Se dai flussi regolari ci volgiamo a quelli irregolari, e in particolare agli sbarchi sulle nostre coste, il dato che non possiamo ignorare è che nessuna fra le politiche adottate fin qui dall’Italia è stata capace di risolvere il problema. Fermare le partenze nei paesi di origine, una politica perseguita in epoche diverse da Berlusconi e da Minniti, si scontra con la instabilità dei governi che dovrebbero bloccare i flussi all’origine, ma anche con la difficoltà di neutralizzare i trafficanti e garantire il rispetto dei diritti
umani nei paesi di partenza. Ma non meno problematica è l’altra linea di condotta, per lo più sponsorizzata dalla sinistra e dai vertici dell’Unione Europea, e che punta sulla cosiddetta redistribuzione (di fatto: dall’Italia agli altri paesi). Contrariamente a
quanto si sente spesso lamentare, quel tipo di politica non è fallita solo per un deficit di solidarietà, imputabile anzitutto all’Ungheria del “cattivo” Orban, ma perché il meccanismo della redistribuzione è intrinsecamente poco efficace, dal momento che non è obbligatorio, e comunque coinvolge solo una modestissima frazione degli sbarcati.

Rispetto a queste due strategie classiche – fermare alla partenza e redistribuire – l’accordo con l’Albania si presenta come un terzo modello di gestione dei flussi irregolari. L’idea è di deviare una parte dei soccorsi in mare verso un paese extra-Ue,
e di espletare lì le pratiche di identificazione e valutazione della domanda di asilo.

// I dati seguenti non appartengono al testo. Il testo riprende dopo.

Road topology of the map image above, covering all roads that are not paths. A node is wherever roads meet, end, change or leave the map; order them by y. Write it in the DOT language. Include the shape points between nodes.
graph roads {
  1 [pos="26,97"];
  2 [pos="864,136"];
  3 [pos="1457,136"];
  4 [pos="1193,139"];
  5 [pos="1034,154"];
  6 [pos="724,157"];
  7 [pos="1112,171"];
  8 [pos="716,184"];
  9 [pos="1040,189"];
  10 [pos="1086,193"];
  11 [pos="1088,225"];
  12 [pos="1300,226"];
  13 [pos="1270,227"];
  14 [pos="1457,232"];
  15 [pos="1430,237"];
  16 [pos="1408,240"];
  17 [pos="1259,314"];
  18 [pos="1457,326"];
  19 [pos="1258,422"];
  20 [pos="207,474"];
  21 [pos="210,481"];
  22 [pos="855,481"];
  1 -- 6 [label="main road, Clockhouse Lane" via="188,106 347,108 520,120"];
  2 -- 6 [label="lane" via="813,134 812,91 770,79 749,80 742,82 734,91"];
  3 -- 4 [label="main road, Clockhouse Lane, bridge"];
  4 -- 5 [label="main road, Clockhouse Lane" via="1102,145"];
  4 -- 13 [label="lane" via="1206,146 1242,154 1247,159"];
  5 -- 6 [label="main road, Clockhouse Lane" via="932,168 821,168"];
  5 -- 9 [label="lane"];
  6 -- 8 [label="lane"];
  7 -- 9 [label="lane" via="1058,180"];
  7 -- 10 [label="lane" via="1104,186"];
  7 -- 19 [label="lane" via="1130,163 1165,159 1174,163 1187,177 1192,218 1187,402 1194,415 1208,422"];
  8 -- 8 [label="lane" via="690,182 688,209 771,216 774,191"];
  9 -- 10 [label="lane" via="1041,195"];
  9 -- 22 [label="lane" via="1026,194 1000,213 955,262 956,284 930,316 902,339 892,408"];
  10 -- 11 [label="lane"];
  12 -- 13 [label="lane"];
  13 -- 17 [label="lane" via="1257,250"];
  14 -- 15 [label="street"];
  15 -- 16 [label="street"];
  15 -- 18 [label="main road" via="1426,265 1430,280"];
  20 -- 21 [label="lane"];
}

I vantaggi, rispetto ai due modelli storici, sono principalmente due: primo, si evita la dispersione sul territorio italiano di migranti irregolari, che non hanno diritto all’asilo
e rischiano di entrare in circuiti illegali; secondo, si introduce (o si spera di introdurre) un elemento di deterrenza e freno alle partenze.

Solo il tempo potrà dirci se il modello Albania funzionerà, se i benefici per l’Italia supereranno i costi, e se i diritti dei migranti saranno adeguatamente tutelati. Nel frattempo, è forse il caso di prendere atto che ben 14 paesi dell’Unione europea hanno manifestato interesse per l’idea di coinvolgere paesi extra-Ue, come l’Albania, nella gestione dei flussi migratori. Può darsi che questo inatteso interesse per il modello italiano sia strumentale, ossia dettato da ragioni elettorali: alla vigilia del voto europeo tutti i partiti, che siano al governo o siano all’opposizione, hanno bisogno di dire all’opinione pubblica che non hanno rimosso il problema dell’immigrazione.

Resta il fatto che, sul tema degli ingressi irregolari in Europa, le alternative in campo o sono troppo radicali, come le deportazioni in Ruanda ventilate tempo fa dalla Danimarca, o sono troppo blande, come la mera riproposizione dei recenti, traballanti, accordi di redistribuzione.

In breve, il modello Albania è l’unica idea nuova in campo. Ma più che un’idea, è un esperimento, che subirà molti aggiustamenti, e di cui per ora nessuno è in grado di prevedere accuratamente l’esito. Ecco perché, schierarsi a priori a favore o contro, è irrazionale: di fronte agli esperimenti, l’unico atteggiamento razionale è la curiosità.